Soon after Horacio left Adelberto arrived and gave us a warm welcome, kisses all around. Everyone kisses in Argentina. We moved our things inside and Adalberto had some enthusiastic route advice for us. He displayed a passion for getting moto travelers together. He clearly has pride in the travelers’ refuge he and his friends have created. He told us the fee of 150 Pesos ($11) per person was optional. We didn’t have to pay if we couldn’t afford it.

The place covers about 1,000 square feet in open concept. There is a large table and benches, two bathrooms and five bunks. The kitchen is fully equipped and the air conditioning was welcome. The wells in the area are 130 meters deep. The mineral rich water that comes up is hot, so hot that heater tanks are not needed. We got settled in after Adalberto left but it wasn’t long before someone else came by. It was Horacio’s Grandson who had come to bring us across the park to the 16th birthday party of Luis. There we met Adalberto’s wife who set out all kinds of goodies. We ate too much cake and sweets and had fun conversation on their front porch.

The next day was New Years Eve. We had been told about and had already experienced how fun-loving Argentinians like to party in parks. The refugio was comfortable and quiet. We decided to stay one more day. We sent a Whatsapp message to Adalberto, asking if we could stay another day. His enthusiastic positive response foreshadowed the day to come.

Morning at El Refugio, photo by Adalberto


The day began with a visit from Adalberto. We met twin brothers Beto and Ariel on the way to the church up the street. They had developed the web-page for the refugio. Adalberto opened the tiny chapel and gave us a tour. He told us a story involving the resurrected Jesus being invited to someone’s house. His powerful baritone voice rang throughout the chapel as he sang about welcoming Jesus. His passionate and beautiful performance gave us goosebumps.
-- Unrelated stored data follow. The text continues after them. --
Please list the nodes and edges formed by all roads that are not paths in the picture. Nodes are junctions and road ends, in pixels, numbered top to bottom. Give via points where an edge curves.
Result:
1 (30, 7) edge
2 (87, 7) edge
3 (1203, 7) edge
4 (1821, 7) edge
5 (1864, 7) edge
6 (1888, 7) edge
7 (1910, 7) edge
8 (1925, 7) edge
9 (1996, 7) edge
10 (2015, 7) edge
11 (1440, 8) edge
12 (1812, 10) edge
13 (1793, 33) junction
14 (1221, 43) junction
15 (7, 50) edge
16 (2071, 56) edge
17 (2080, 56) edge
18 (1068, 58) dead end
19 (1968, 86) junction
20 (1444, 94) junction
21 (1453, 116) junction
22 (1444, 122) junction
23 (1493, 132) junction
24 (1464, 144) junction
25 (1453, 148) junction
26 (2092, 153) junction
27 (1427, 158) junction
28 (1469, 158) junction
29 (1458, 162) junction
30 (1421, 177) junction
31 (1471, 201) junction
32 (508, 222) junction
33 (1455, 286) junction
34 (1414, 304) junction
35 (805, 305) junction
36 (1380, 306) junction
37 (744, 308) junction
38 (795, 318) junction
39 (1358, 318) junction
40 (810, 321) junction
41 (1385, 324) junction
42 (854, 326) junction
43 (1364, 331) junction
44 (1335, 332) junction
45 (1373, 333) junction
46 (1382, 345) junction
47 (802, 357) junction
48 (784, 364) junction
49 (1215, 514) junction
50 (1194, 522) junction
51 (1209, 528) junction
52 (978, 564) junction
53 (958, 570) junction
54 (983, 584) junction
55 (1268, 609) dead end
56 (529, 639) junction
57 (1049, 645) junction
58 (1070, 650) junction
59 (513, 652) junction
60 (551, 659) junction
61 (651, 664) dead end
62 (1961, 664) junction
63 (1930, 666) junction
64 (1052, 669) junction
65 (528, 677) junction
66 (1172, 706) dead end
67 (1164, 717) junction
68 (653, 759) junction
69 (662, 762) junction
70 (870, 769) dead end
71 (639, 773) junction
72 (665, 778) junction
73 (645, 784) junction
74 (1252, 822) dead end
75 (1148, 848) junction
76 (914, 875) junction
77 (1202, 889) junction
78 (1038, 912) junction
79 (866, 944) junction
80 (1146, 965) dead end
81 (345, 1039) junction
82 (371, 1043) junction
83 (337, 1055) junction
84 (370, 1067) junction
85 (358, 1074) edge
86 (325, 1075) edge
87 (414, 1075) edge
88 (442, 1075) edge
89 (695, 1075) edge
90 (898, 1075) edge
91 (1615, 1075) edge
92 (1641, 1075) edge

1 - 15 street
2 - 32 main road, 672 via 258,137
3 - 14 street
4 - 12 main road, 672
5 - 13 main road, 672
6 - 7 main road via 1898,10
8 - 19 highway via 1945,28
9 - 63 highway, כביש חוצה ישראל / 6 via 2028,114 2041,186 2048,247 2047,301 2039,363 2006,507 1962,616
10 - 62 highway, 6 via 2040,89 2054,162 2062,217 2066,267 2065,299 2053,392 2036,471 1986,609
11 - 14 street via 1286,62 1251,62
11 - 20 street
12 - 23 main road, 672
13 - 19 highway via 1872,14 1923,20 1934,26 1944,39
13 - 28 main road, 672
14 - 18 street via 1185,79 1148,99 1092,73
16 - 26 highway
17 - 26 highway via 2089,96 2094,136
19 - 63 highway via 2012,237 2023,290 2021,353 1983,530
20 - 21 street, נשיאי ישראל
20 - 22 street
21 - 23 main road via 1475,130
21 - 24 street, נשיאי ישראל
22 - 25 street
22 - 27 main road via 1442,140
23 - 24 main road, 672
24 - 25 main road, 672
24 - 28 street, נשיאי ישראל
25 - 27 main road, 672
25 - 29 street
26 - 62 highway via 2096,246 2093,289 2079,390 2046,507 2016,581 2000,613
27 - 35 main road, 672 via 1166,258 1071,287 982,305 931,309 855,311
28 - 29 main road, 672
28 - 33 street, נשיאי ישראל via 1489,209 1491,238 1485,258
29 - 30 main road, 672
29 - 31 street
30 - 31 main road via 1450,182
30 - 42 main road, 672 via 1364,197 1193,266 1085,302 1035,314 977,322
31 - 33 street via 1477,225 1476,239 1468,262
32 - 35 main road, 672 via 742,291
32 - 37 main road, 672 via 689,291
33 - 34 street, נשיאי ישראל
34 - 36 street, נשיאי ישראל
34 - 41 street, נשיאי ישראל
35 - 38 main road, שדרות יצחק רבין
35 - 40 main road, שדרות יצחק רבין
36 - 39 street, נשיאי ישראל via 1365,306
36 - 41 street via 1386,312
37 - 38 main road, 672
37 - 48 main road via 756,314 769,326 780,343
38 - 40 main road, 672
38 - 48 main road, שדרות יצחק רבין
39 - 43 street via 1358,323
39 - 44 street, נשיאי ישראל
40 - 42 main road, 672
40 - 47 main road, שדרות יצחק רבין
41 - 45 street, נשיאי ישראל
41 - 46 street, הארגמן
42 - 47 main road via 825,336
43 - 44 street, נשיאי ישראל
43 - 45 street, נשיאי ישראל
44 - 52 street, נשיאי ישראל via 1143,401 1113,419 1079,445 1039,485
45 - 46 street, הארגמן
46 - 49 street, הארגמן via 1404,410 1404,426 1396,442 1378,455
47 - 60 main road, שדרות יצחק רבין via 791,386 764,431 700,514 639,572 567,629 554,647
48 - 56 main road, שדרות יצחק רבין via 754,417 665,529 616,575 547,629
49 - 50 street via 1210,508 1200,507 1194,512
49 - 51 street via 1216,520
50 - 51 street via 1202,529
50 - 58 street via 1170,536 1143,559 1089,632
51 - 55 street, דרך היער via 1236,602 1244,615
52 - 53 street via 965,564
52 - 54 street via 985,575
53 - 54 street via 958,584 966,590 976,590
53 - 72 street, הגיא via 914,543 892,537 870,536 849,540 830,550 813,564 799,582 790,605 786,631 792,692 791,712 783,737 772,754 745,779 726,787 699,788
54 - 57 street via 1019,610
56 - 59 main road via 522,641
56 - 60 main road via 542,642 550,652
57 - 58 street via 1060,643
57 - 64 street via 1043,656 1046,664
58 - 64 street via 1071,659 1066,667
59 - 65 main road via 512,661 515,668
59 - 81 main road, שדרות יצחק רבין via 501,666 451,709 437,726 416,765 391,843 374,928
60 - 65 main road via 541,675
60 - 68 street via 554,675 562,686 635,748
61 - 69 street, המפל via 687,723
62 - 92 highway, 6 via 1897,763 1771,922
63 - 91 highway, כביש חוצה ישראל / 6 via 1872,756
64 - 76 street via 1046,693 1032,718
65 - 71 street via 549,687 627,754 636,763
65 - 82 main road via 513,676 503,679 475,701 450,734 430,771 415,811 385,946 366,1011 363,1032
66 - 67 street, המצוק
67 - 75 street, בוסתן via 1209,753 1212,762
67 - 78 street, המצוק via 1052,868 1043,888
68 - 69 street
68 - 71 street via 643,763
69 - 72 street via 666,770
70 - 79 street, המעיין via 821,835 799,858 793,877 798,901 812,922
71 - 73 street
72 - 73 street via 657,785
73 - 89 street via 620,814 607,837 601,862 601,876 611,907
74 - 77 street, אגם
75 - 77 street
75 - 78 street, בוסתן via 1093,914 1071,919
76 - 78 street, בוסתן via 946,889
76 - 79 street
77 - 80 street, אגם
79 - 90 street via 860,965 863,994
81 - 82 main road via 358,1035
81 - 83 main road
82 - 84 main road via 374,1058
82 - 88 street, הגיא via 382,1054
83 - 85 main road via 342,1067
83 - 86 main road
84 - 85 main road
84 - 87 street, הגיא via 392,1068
Then we crossed the street to see the old train station. It was build about 120 years ago, during the time Butch Cassidy and the Sundance Kid started robbing trains and banks in Argentina. In those days trains stopped every 50 kilometers or so for water. Local farmers put produce on the train at Argerich and sent it for sale in Bahia Blanca. The arrival of diesel engines changed everything. Water stops no longer needed, the small stations closed. Then good roads and trucks came along and things changed again. The Station Master’s house is still standing, overgrown now, beside the old station. It was fun to see that small piece of history.

Argerich station



The local motorcycle community came out to visit us after Adalberto placed on the internet some photos and news that a “matrimonial” from Canada was visiting El Refugio. They came throughout the day in groups of 3 or 4, almost entirely on motorcycles. Beto and Ariel invited us to lunch in the next town. Argerich has just 100 people and no restaurant. We had thick steaks (what else would one have in Argentina?) that were delicious. We met Camilla, a young daughter, who had been recruited to join us for lunch and help translate if need. She was delightful. Thank you again, Beto and Ariel.

Outside El Refugio

Shortly after we got back to the refuge four more people arrived. Their warm greetings, complete with kisses for everyone, were genuine and demonstrated the shared passion they have for meeting moto travelers. Some of the people who built, look after the refugio or who visited that day are: Alcida, Gloria, Camilla, Quimey, Ariel, Beto, Carmelo, Carlos, Roberto, Tacauaka, Rubeu, Hugo, Rodrigo, Ricardo, Javier, Horacio, Jose, Luis and of course, Adalberto.


Inside El Refugio

Alcida stopped in to drop off her welcoming gift of a home baked cake. Lots of photos were taken as others arrived, mate (herbal tea pronounced mat-eh?) and comradery were shared all afternoon. Isa and I were overwhelmed by the warm greetings and immediate acceptance we received. Exhausted at the end of the afternoon, our brains aching from so much Spanish, we respectfully declined more than one kind invitation to a family New Years Eve party. We planned to get moving the next morning at about the same time the parties would be breaking up.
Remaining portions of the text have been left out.